Arturo De La Garza 2 min read

I’ve been writing JavaScript for over a decade now, and despite all the discourse, hot takes, and “JS fatigue” posts — I still genuinely love it.

It meets you where you are

JavaScript is one of the few languages that doesn’t gatekeep. You can open a browser console right now and start building. No compiler to install, no environment to configure. That accessibility matters more than most people give it credit for.

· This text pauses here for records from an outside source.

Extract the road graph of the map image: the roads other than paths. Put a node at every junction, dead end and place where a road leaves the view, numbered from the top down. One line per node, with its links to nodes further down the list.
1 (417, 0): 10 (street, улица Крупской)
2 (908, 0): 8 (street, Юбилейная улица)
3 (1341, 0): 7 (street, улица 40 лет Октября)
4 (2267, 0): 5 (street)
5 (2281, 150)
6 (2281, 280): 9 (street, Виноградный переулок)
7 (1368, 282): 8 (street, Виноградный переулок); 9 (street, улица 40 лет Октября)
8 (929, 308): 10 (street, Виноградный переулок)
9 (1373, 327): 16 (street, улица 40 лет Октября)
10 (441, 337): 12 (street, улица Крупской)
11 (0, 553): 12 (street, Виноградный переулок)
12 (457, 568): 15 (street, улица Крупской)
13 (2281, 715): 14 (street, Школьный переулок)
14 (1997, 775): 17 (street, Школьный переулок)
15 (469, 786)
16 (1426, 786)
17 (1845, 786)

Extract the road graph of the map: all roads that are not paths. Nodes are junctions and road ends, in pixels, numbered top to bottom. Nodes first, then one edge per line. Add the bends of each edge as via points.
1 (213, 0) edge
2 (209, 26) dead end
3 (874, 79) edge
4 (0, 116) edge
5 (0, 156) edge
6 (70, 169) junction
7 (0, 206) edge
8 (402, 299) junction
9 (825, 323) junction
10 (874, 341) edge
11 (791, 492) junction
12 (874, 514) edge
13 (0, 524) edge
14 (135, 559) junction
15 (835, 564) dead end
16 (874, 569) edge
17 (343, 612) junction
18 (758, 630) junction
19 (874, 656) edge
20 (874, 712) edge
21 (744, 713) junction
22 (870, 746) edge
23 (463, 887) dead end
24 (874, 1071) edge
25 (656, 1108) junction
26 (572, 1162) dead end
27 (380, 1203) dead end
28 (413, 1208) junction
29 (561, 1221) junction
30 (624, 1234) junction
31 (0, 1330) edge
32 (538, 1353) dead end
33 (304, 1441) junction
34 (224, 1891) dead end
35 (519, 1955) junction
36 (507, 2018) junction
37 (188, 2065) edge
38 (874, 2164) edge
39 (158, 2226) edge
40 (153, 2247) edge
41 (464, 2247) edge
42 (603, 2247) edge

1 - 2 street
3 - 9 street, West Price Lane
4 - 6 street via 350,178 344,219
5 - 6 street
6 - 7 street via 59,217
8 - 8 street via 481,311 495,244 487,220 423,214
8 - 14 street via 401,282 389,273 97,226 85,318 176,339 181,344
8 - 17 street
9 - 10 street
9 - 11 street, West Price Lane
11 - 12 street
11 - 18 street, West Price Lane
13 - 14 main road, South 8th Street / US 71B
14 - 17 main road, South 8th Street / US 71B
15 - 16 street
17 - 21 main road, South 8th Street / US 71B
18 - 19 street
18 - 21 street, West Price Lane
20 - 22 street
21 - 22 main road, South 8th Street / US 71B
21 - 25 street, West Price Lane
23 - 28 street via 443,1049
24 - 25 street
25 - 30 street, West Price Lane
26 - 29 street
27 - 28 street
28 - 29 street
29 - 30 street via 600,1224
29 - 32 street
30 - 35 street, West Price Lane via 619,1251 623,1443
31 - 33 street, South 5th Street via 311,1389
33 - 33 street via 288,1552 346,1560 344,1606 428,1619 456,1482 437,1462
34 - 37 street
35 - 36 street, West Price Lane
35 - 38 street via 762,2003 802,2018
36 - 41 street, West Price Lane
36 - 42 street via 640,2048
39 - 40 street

// This is a complete program
document.body.textContent = 'Hello, world';

The ecosystem is unmatched

Say what you will about node_modules, but npm’s ecosystem is a superpower. Need to parse markdown, resize images, validate schemas, build a full-stack app? There’s a well-maintained package for that — usually several.

Functions are first-class citizens

Closures, higher-order functions, and the ability to pass behavior around like data — JavaScript got this right from the start. Patterns that feel clunky in other languages are natural here.

const pipe =
  (...fns) =>
  (x) =>
    fns.reduce((v, f) => f(v), x);

const transform = pipe(
  (s) => s.trim(),
  (s) => s.toLowerCase(),
  (s) => s.replace(/\s+/g, '-')
);

transform('  Hello World  '); // "hello-world"

It keeps evolving

Optional chaining, nullish coalescing, top-level await, structured clone, array grouping — the language keeps getting better without breaking the web. The TC39 process isn’t perfect, but it works.

JavaScript isn’t flawless. The type coercion memes exist for a reason. But for me, no other language matches the combination of reach, flexibility, and sheer creative possibility. It’s the language I think in.